Urban Forest Adventures, led by Tim Drake and Jed Jordan of Primitive Pursuits, takes low-income tweens and teens in search of animal tracks and wild edibles in such accessible patches of nature as drainage ditches.
“We put ourselves into the same places the animals live, the marginal spaces,” Drake said. “We’ve actually seen deer and … rabbits, because we’ve been in the brush.
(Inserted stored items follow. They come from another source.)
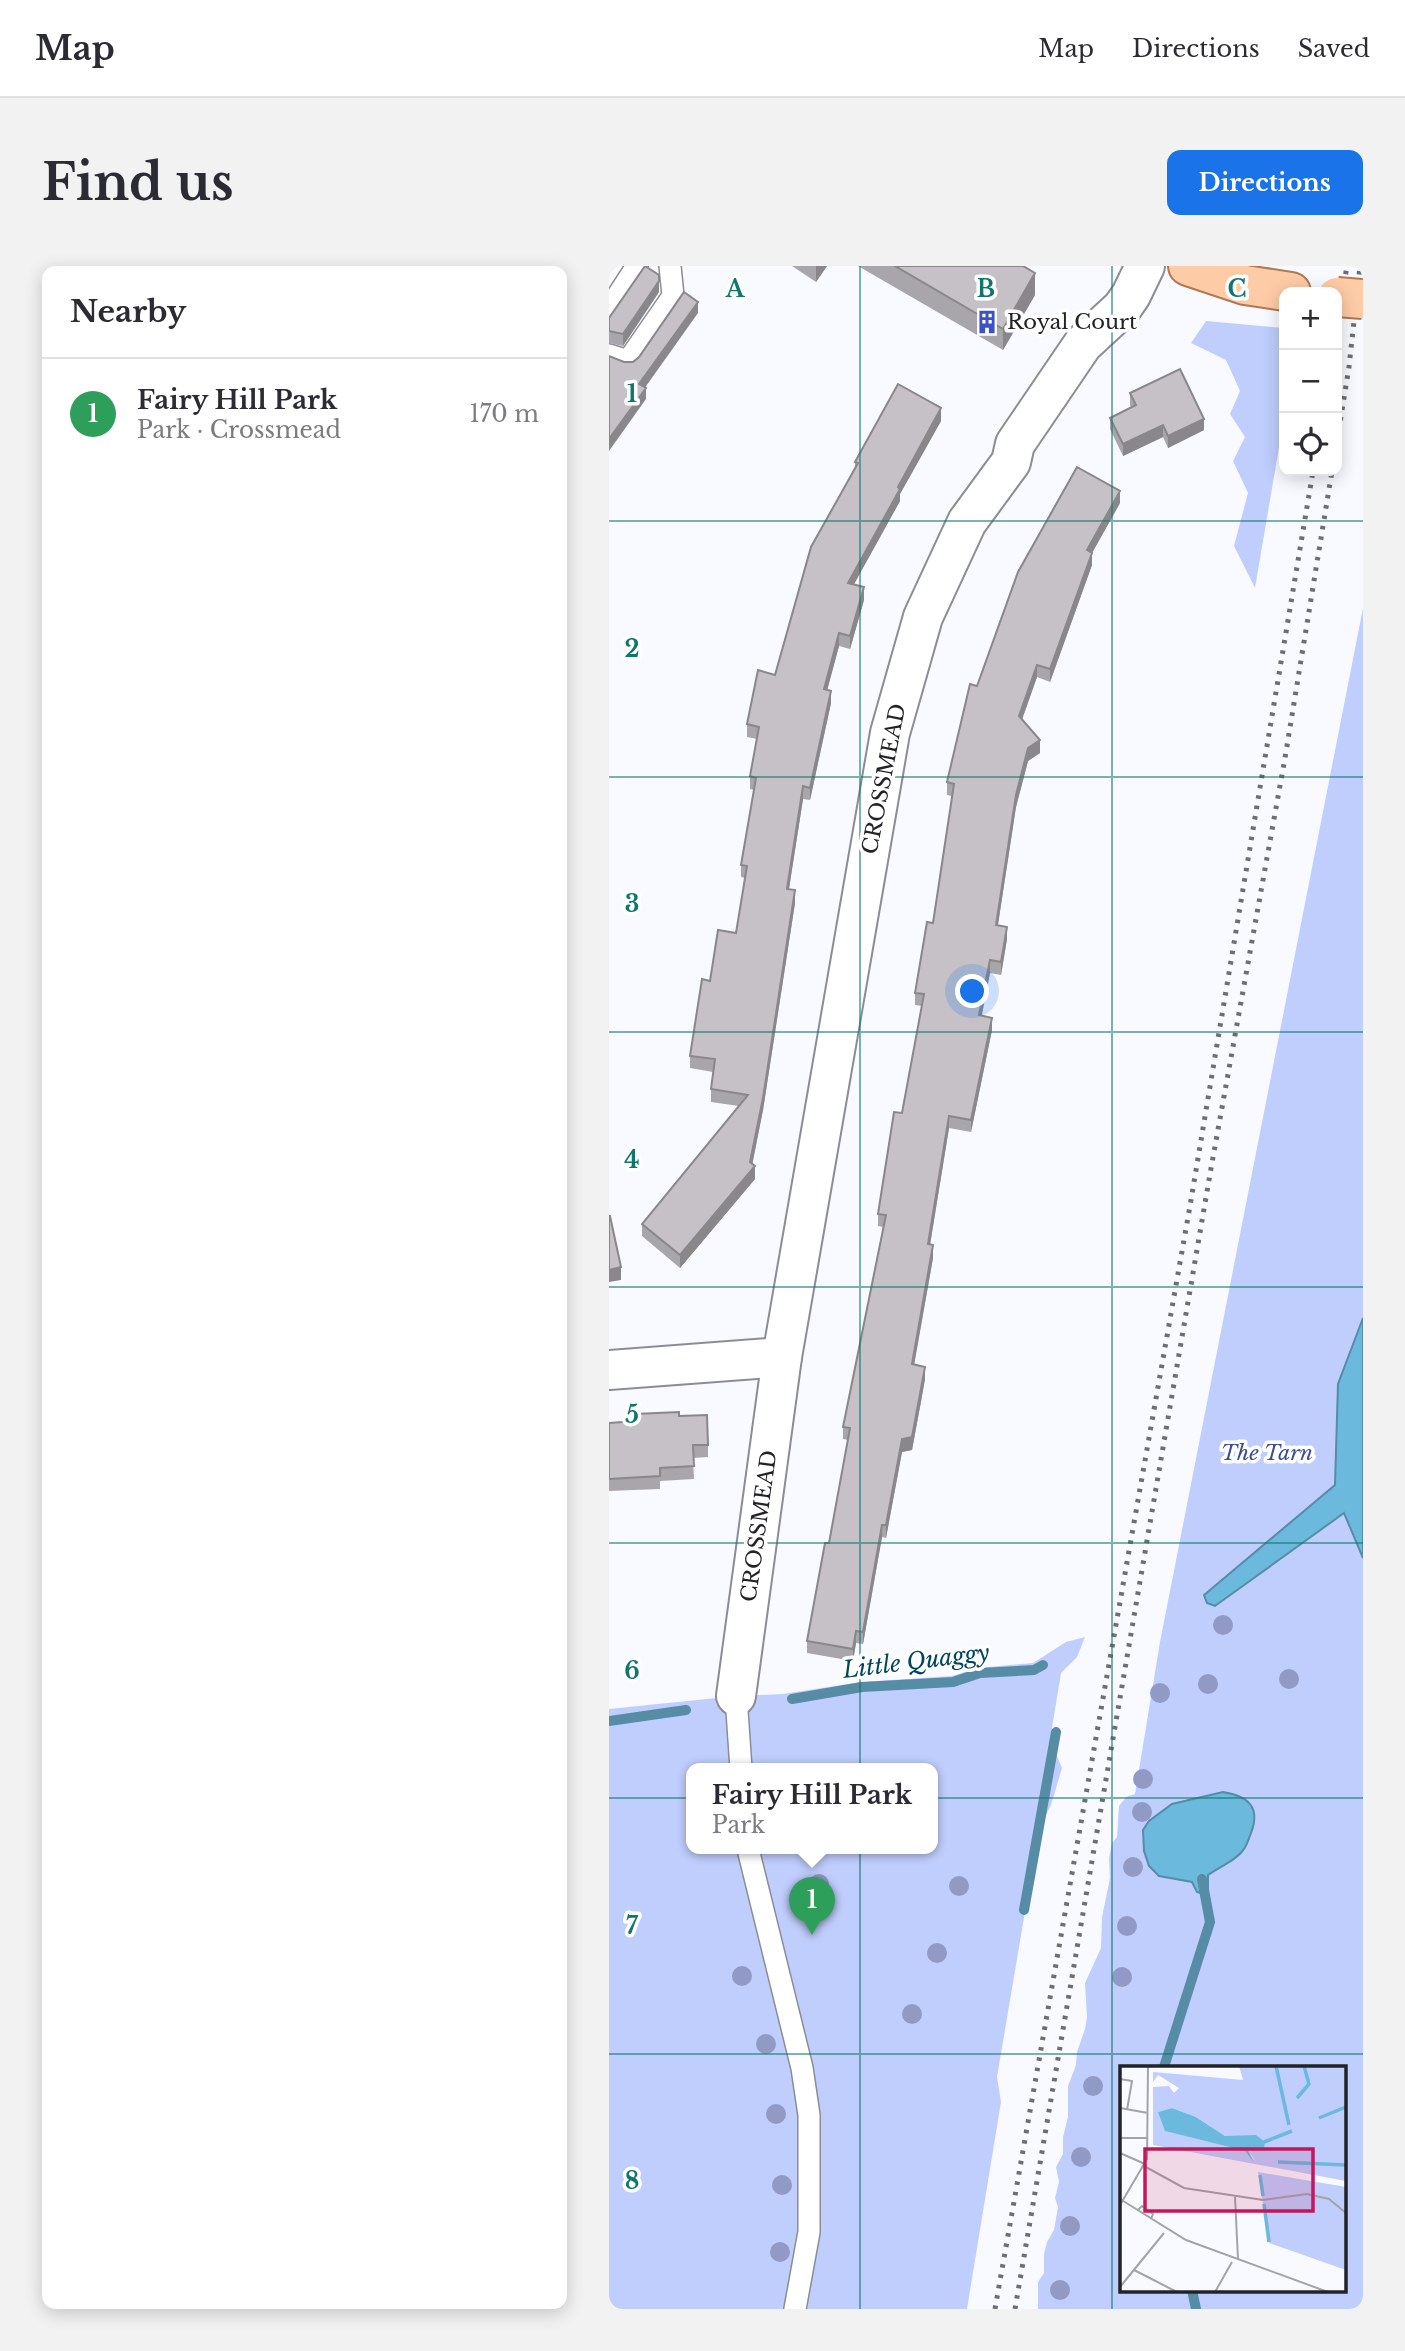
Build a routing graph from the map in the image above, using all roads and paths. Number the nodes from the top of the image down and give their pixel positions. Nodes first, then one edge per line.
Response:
1 (637, 266) edge
2 (670, 266) edge
3 (1145, 266) edge
4 (1188, 266) edge
5 (1279, 290) edge
6 (1342, 297) edge
7 (1363, 299) edge
8 (609, 309) edge
9 (609, 355) edge
10 (782, 1357) junction
11 (609, 1370) edge
12 (736, 1696) joint
13 (741, 1763) edge
14 (749, 1854) edge
15 (795, 2309) edge

1 - 8 lane
2 - 9 lane
3 - 10 street, CROSSMEAD
4 - 5 main road
6 - 7 main road, bridge
10 - 11 street
10 - 12 street, CROSSMEAD
12 - 13 lane
14 - 15 lane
We go to the thickets.”
The Tuesday after-school program at the West Village and Parkside Gardens apartment complexes can be transformative for participants, many of whom have little to no prior experience in the wild, Drake said.
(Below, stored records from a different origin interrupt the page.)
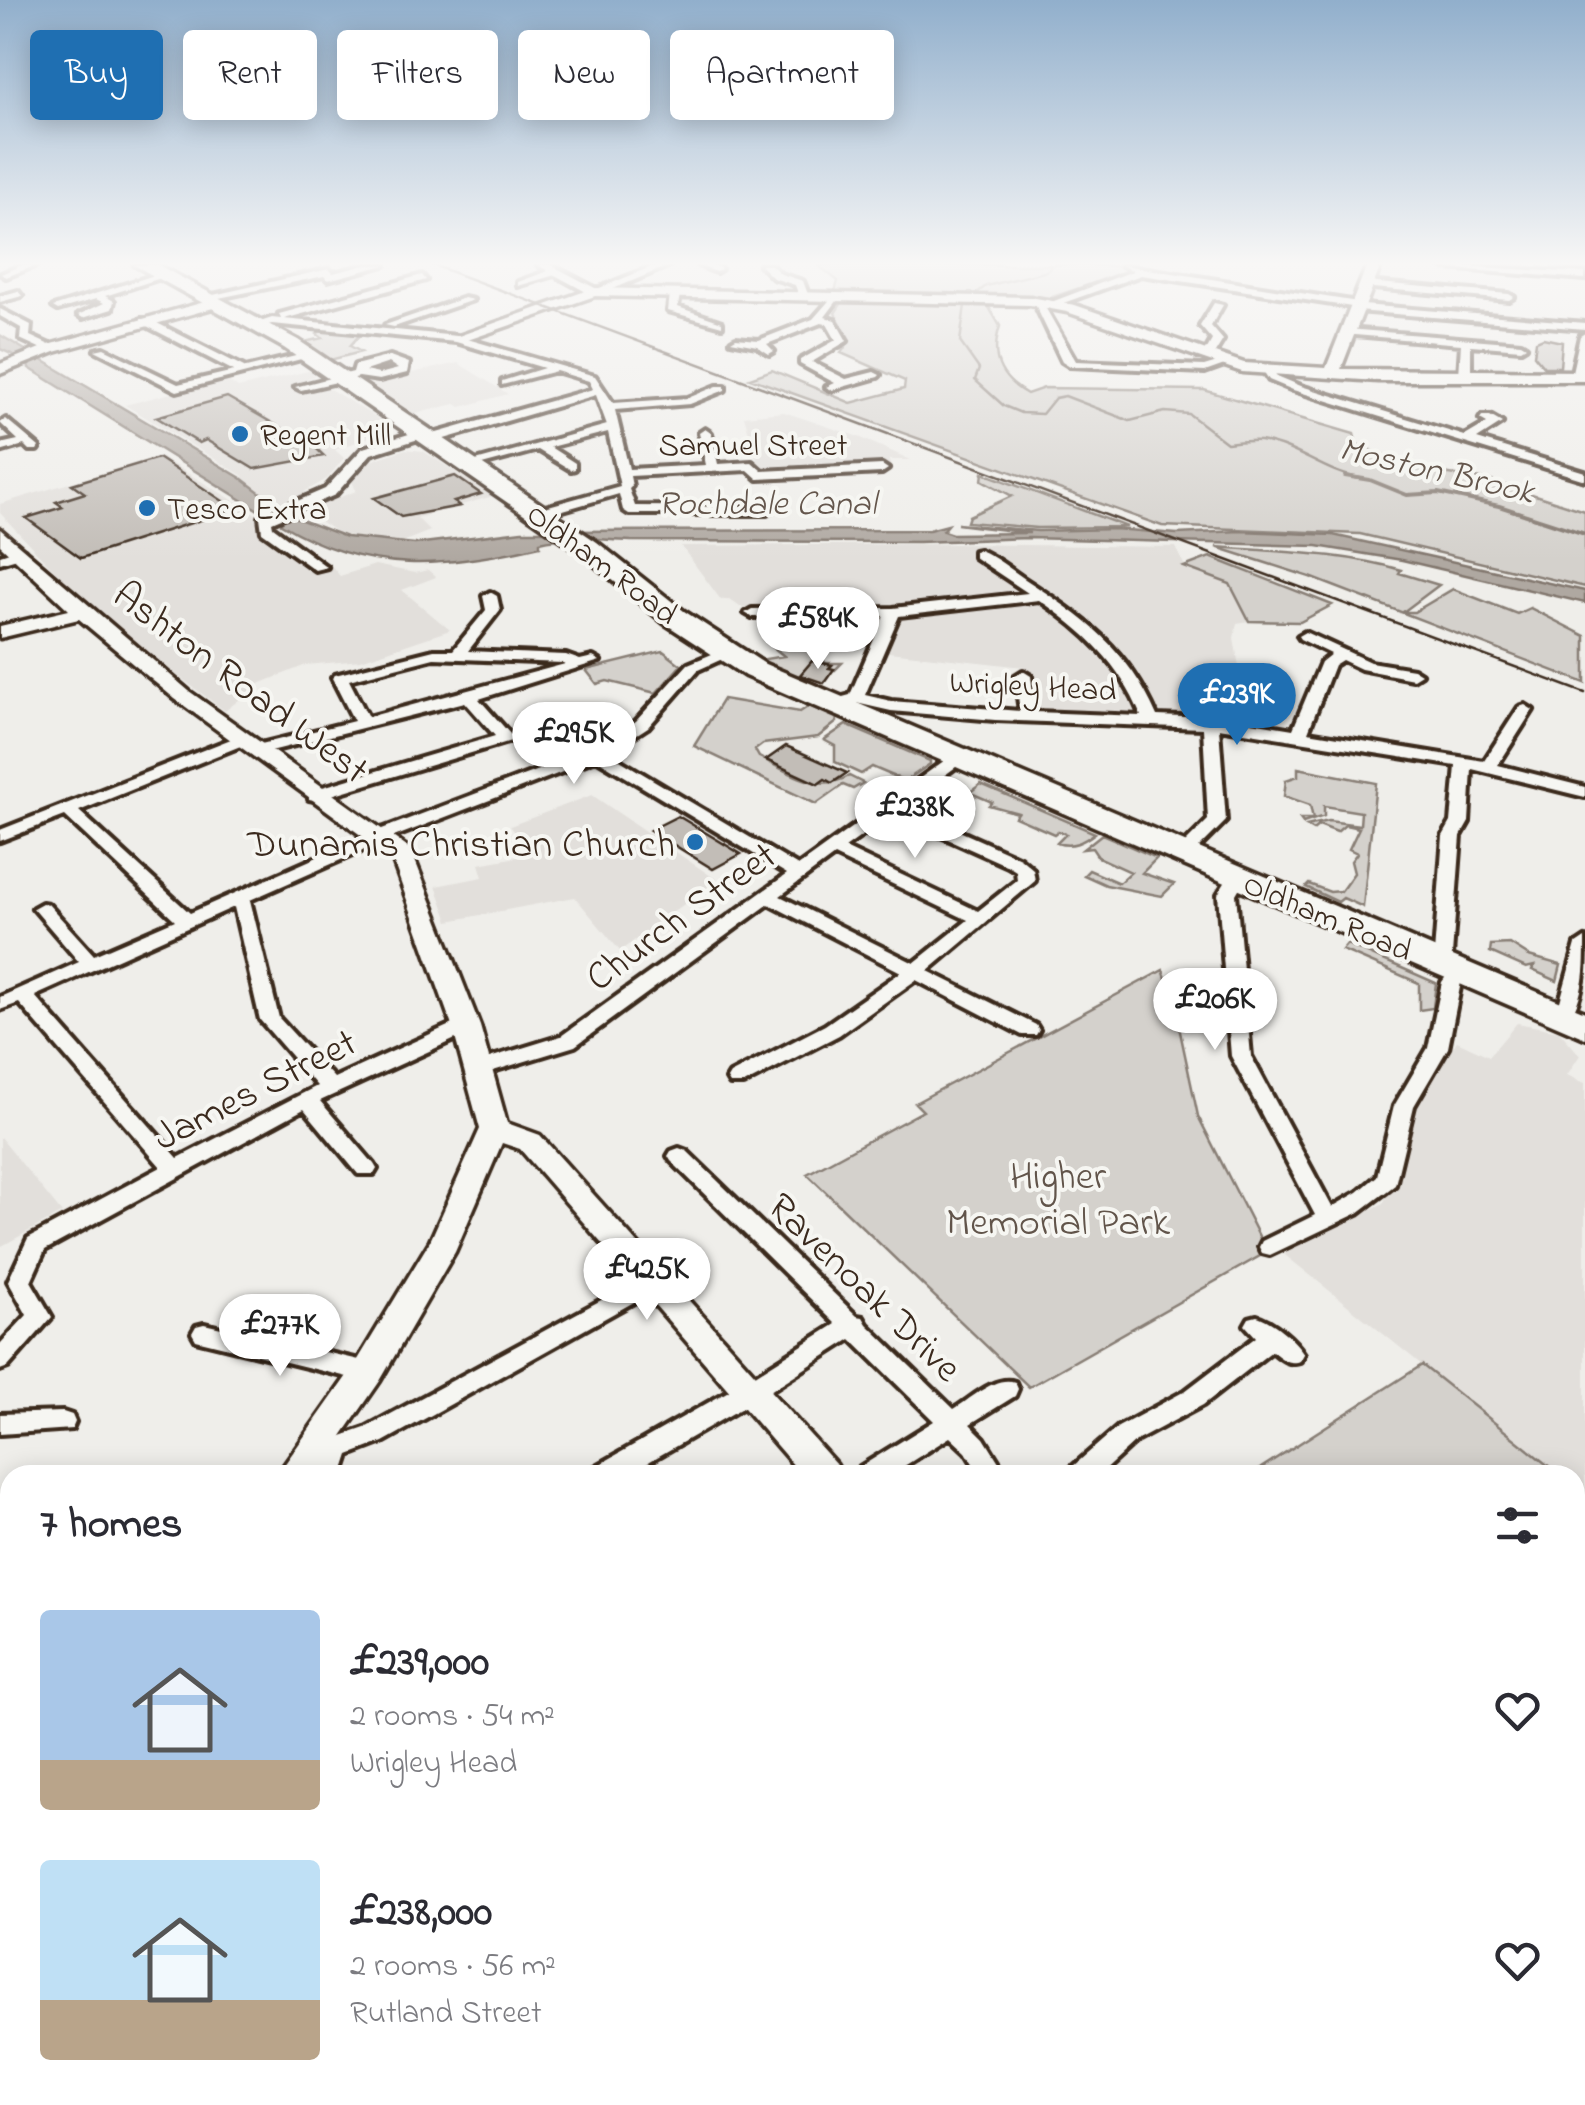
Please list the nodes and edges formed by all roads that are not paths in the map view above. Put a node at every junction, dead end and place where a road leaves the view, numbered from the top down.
1 (126, 363) edge
2 (228, 363) edge
3 (277, 363) edge
4 (323, 363) edge
5 (545, 363) edge
6 (805, 363) edge
7 (1073, 363) edge
8 (1224, 363) edge
9 (1226, 363) edge
10 (1335, 363) edge
11 (1465, 363) edge
12 (559, 367) junction
13 (1268, 369) junction
14 (243, 371) junction
15 (1332, 372) junction
16 (874, 375) dead end
17 (349, 376) junction
18 (1464, 376) junction
19 (1584, 379) edge
20 (506, 383) dead end
21 (595, 383) junction
22 (844, 383) junction
23 (301, 387) dead end
24 (721, 388) dead end
25 (828, 388) dead end
26 (608, 407) junction
27 (1486, 419) dead end
28 (6, 424) dead end
29 (614, 427) junction
30 (419, 432) junction
31 (706, 433) dead end
32 (1466, 440) junction
33 (388, 444) joint
34 (539, 446) junction
35 (0, 448) edge
36 (1585, 460) edge
37 (468, 465) junction
38 (571, 466) dead end
39 (713, 468) junction
40 (882, 470) dead end
41 (1568, 471) junction
42 (624, 473) junction
43 (1585, 476) edge
44 (620, 490) junction
45 (766, 510) dead end
46 (539, 514) junction
47 (0, 534) edge
48 (979, 554) dead end
49 (9, 556) edge
50 (320, 567) dead end
51 (490, 596) dead end
52 (1038, 596) junction
53 (85, 612) junction
54 (893, 612) junction
55 (752, 613) dead end
56 (0, 632) edge
57 (1304, 636) dead end
58 (724, 653) junction
59 (458, 654) junction
60 (1340, 656) junction
61 (1413, 674) dead end
62 (1024, 676) dead end
63 (469, 697) junction
64 (863, 708) junction
65 (1525, 710) dead end
66 (1028, 716) junction
67 (1151, 720) junction
68 (1211, 723) junction
69 (364, 724) junction
70 (1298, 736) junction
71 (249, 745) junction
72 (597, 753) junction
73 (958, 758) junction
74 (1464, 763) junction
75 (1488, 767) junction
76 (1585, 792) edge
77 (315, 795) junction
78 (891, 806) junction
79 (66, 809) junction
80 (0, 836) edge
81 (380, 836) junction
82 (832, 848) junction
83 (1184, 854) junction
84 (796, 872) junction
85 (1236, 877) junction
86 (767, 896) junction
87 (241, 900) junction
88 (42, 908) dead end
89 (979, 918) junction
90 (186, 920) junction
91 (1585, 944) edge
92 (90, 963) junction
93 (1448, 968) junction
94 (916, 972) junction
95 (22, 994) junction
96 (0, 1004) edge
97 (1573, 1021) edge
98 (466, 1026) junction
99 (1029, 1030) dead end
100 (480, 1068) junction
101 (737, 1080) dead end
102 (331, 1088) junction
103 (307, 1099) junction
104 (494, 1129) junction
105 (678, 1156) dead end
106 (366, 1169) dead end
107 (176, 1170) junction
108 (1326, 1216) junction
109 (1270, 1246) dead end
110 (651, 1282) junction
111 (855, 1324) junction
112 (204, 1333) dead end
113 (1274, 1339) dead end
114 (0, 1360) edge
115 (368, 1372) junction
116 (1006, 1389) dead end
117 (750, 1391) junction
118 (952, 1421) junction
119 (63, 1422) dead end
120 (0, 1424) edge
121 (328, 1447) junction
122 (307, 1465) edge
123 (330, 1465) edge
124 (621, 1465) edge
125 (815, 1465) edge
126 (884, 1465) edge
127 (988, 1465) edge
128 (1093, 1465) edge

1 - 14 street
2 - 14 street
3 - 14 street
4 - 17 highway, Oldham Road
5 - 12 street
6 - 22 street
7 - 8 street
9 - 13 street
10 - 15 street
11 - 18 street
12 - 20 street
12 - 21 street
13 - 15 street
13 - 32 street
15 - 18 street
16 - 22 street
17 - 23 street
17 - 30 highway, Oldham Road
18 - 19 street
21 - 26 street
21 - 30 street
22 - 25 street
24 - 26 street
26 - 29 street
27 - 32 street
28 - 35 street
29 - 34 street
29 - 42 street
30 - 33 highway
30 - 37 highway, Oldham Road
31 - 39 street
32 - 41 street
33 - 50 street
34 - 37 street
34 - 38 street
36 - 41 street
37 - 46 highway, Oldham Road
39 - 40 street, Samuel Street
39 - 42 street, Samuel Street
41 - 43 street
42 - 44 street
44 - 45 street
44 - 46 street
46 - 58 highway, Oldham Road
47 - 49 street, Ashton Road West
48 - 52 street
49 - 53 street, Ashton Road West
51 - 59 street
52 - 54 street
52 - 67 street
53 - 56 street
53 - 71 street, Ashton Road West
54 - 55 street
54 - 64 street
57 - 60 street
58 - 64 highway, Oldham Road
58 - 72 street
59 - 63 street
59 - 69 street
60 - 61 street
60 - 70 street
62 - 66 street
63 - 69 street
63 - 77 street
64 - 66 street, Wrigley Head
64 - 73 highway, Oldham Road
65 - 75 street
66 - 67 street, Wrigley Head
67 - 68 street, Wrigley Head
68 - 70 street, Wrigley Head
68 - 83 street
69 - 71 street
70 - 74 street, Wrigley Head
71 - 77 street, Ashton Road West
71 - 79 street
72 - 81 street
72 - 84 street
73 - 78 street, Church Street
73 - 83 highway, Oldham Road
74 - 75 street, Wrigley Head
74 - 93 street
75 - 76 street, Wrigley Head
77 - 81 street, Ashton Road West
78 - 82 street, Church Street
78 - 89 street
79 - 80 street
79 - 90 street
81 - 87 street
81 - 98 street, Ashton Road West
82 - 84 street, Church Street
82 - 89 street
83 - 85 highway, Oldham Road
84 - 86 street, Church Street
85 - 93 highway, Oldham Road
85 - 108 street
86 - 94 street
86 - 100 street, Church Street
87 - 90 street
87 - 102 street
88 - 92 street
89 - 94 street
90 - 92 street
91 - 97 street
92 - 95 street
93 - 97 highway, Oldham Road
93 - 108 street
94 - 99 street
94 - 101 street
95 - 96 street
95 - 107 street
98 - 100 street, Ashton Road West
98 - 102 street, James Street
100 - 104 street, Ashton Road West
102 - 103 street, James Street
103 - 106 street
103 - 107 street, James Street
104 - 110 street
104 - 115 street
105 - 111 street, Ravenoak Drive
107 - 114 street, James Street
108 - 109 street
110 - 117 street
110 - 121 street
111 - 117 street
111 - 118 street, Ravenoak Drive
112 - 115 street
113 - 128 street
115 - 121 street
116 - 118 street
117 - 124 street
117 - 125 street
118 - 126 street
118 - 127 street, Ravenoak Drive
119 - 120 street
121 - 122 street
121 - 123 street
“You take a group of kids who normally get all their food plastic-wrapped, and you say, ‘Just pull it off that branch,'” Drake said. “Just seeing that you can take food, even in an urban setting, and eat it or making bracelets from plants that grow right there…raises the bar on awareness and (helps) create pathways to healing in the rest of their lives.”
Scientists have not yet established why the wilderness aids well-being, though interest in the concept itself has been gaining attention since Richard Louv’s book, Last Child In the Woods: Saving Our Children From Nature-Deficit Disorder, hit the presses in 2005.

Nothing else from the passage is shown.